There are country-sponsored zones, where Holland or Japan spends money to promote its industry (just like we have Unifrance with a booth at Toronto). And you can spend your lifetime crafting something unique and cutting edge, only to be placed next to some gimmicky crap that draws away all of the attention. Right next to these robotic chicken heads, clapping away… a poor guy who built an open-AI with deep learning that can teach itself to locate humans or cell-phones or your watch in a video in real time (or anything else you want it to do, actually). He tried to be good natured about it, but admitted “people seem weirdly attracted to the clapping robot chickens.”

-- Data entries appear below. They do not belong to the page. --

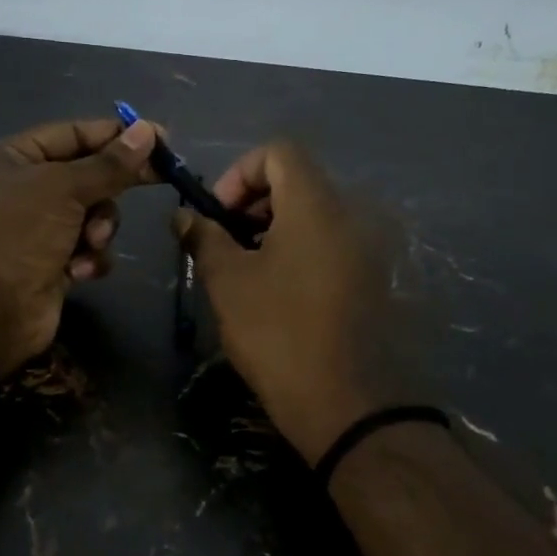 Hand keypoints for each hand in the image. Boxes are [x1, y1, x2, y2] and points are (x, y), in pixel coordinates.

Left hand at [0, 117, 159, 374]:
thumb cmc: (20, 235)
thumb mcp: (65, 189)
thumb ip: (109, 164)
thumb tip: (148, 130)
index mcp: (14, 158)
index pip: (73, 134)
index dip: (115, 135)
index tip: (159, 138)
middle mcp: (25, 188)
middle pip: (88, 174)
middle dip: (110, 187)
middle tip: (160, 178)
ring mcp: (40, 227)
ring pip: (94, 214)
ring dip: (100, 228)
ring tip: (89, 242)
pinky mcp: (54, 262)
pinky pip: (89, 248)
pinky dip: (90, 257)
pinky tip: (78, 271)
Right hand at [175, 141, 391, 463]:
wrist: (346, 403)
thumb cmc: (278, 333)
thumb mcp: (228, 282)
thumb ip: (204, 238)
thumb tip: (185, 216)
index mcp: (315, 205)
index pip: (279, 152)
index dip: (239, 172)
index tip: (218, 214)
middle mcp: (349, 215)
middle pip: (297, 180)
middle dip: (253, 202)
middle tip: (225, 242)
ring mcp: (367, 248)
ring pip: (314, 213)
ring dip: (274, 227)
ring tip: (246, 269)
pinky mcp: (371, 278)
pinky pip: (331, 242)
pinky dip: (299, 248)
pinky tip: (277, 290) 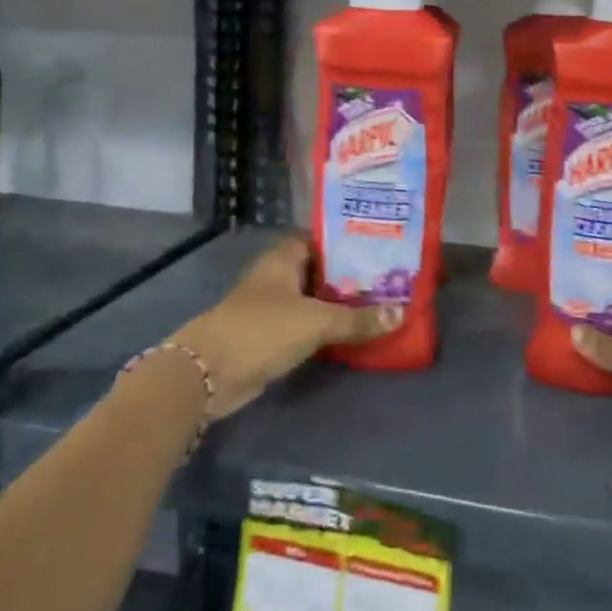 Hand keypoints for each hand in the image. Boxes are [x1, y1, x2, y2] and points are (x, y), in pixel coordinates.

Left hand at [165, 234, 399, 418]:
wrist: (210, 373)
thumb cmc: (263, 330)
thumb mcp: (317, 321)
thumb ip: (358, 319)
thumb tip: (401, 312)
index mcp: (283, 257)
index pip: (320, 237)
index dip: (346, 239)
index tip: (378, 244)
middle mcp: (277, 275)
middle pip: (319, 268)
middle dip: (349, 273)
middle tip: (387, 276)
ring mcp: (271, 305)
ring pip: (312, 297)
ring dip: (338, 302)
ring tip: (379, 301)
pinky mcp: (270, 334)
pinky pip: (305, 323)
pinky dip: (325, 326)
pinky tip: (352, 331) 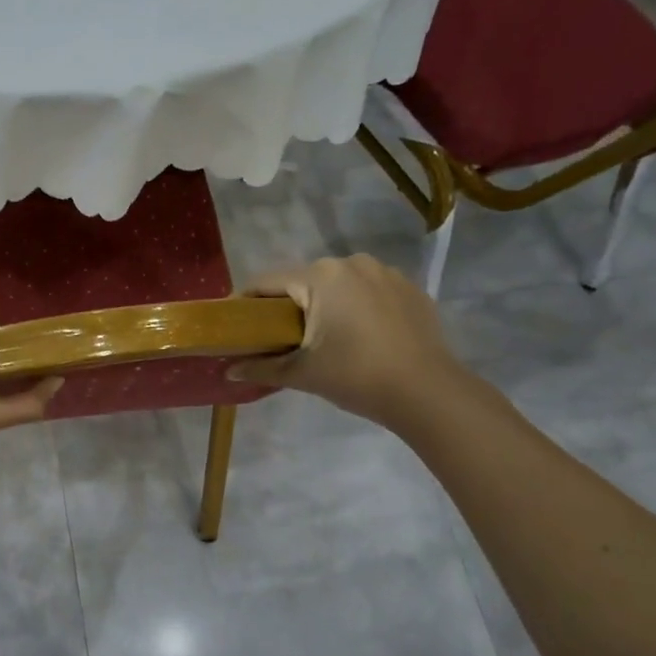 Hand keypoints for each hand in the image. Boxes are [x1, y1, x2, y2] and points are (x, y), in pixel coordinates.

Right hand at [228, 255, 470, 430]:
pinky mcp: (411, 289)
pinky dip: (358, 309)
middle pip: (304, 281)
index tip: (235, 323)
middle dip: (288, 306)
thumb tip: (228, 371)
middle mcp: (352, 263)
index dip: (245, 302)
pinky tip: (361, 338)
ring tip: (324, 339)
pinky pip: (370, 292)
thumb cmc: (356, 376)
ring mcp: (386, 273)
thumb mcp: (302, 374)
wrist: (428, 393)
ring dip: (325, 306)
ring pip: (339, 285)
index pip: (267, 282)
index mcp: (320, 277)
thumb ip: (261, 368)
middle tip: (279, 339) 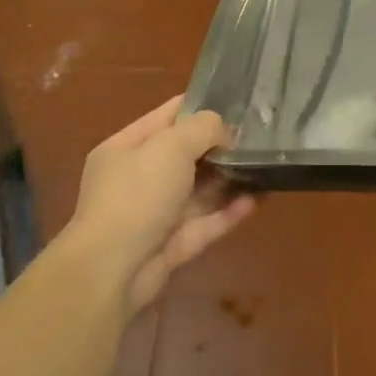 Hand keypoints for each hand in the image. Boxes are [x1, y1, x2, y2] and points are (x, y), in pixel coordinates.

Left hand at [64, 97, 255, 314]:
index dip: (202, 107)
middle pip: (186, 154)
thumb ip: (203, 128)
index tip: (240, 103)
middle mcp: (138, 178)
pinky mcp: (172, 245)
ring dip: (228, 179)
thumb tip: (225, 134)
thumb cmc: (137, 194)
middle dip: (220, 146)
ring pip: (198, 191)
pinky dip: (228, 212)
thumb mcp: (171, 146)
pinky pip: (205, 223)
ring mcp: (155, 214)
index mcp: (126, 147)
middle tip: (258, 136)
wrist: (111, 272)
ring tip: (264, 166)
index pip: (169, 116)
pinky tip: (256, 200) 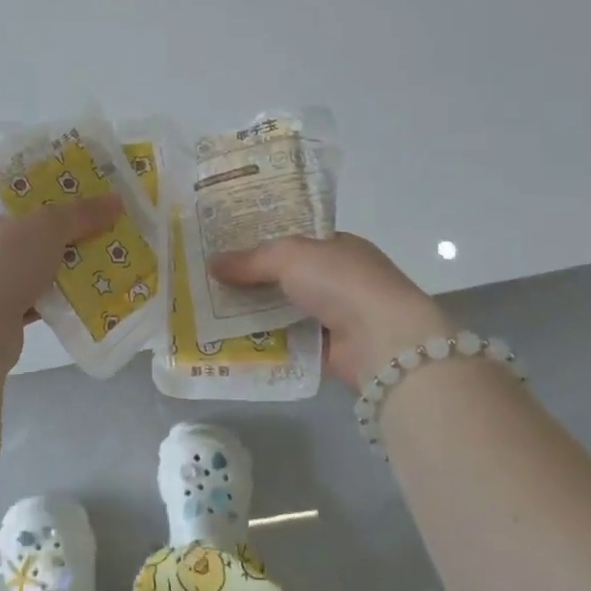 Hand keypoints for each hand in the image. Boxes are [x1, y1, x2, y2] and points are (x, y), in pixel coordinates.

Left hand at [0, 196, 122, 365]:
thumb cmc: (1, 265)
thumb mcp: (47, 228)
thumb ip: (80, 213)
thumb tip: (116, 200)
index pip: (7, 209)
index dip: (40, 206)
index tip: (72, 211)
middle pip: (20, 241)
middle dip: (54, 243)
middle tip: (89, 239)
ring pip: (25, 274)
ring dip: (54, 274)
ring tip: (92, 269)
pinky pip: (27, 303)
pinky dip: (50, 302)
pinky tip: (78, 300)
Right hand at [209, 233, 452, 388]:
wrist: (383, 340)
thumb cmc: (341, 282)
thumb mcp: (290, 256)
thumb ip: (250, 260)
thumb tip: (212, 263)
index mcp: (337, 246)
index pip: (293, 240)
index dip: (259, 242)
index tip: (223, 248)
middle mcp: (338, 279)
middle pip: (285, 276)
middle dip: (250, 280)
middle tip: (207, 281)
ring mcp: (335, 315)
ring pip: (283, 310)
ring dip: (253, 313)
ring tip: (208, 313)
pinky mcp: (329, 349)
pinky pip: (288, 341)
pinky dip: (265, 342)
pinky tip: (231, 341)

And what sign did hundreds if not thousands of start-ups have on their booth? Distributors wanted. Please, someone, anyone with any knowledge of the market, please help me bring this to the masses - I know they’ll like it. And unfortunately, most of those distributors aren’t even visiting their booths.
We are the Robots: But if I learned one thing, it’s that the robots are already taking over by...well, turning us into the robots. Take for example the multiple kitchen tools - that read you the recipe, and tell you what to do and where everything is, and whether its fresh and how many calories...so that you can do the cooking. Shouldn’t the robot be doing that?
Example after example of this dynamic was on display at CES, but to be honest, you need look no further than your likely email program - Gmail. Now that I have auto-complete turned on for my emails, my only reason to exist is to push the tab button, approving the text it has already guessed for me. Again, I’m the robot, and we’re barely into this revolution.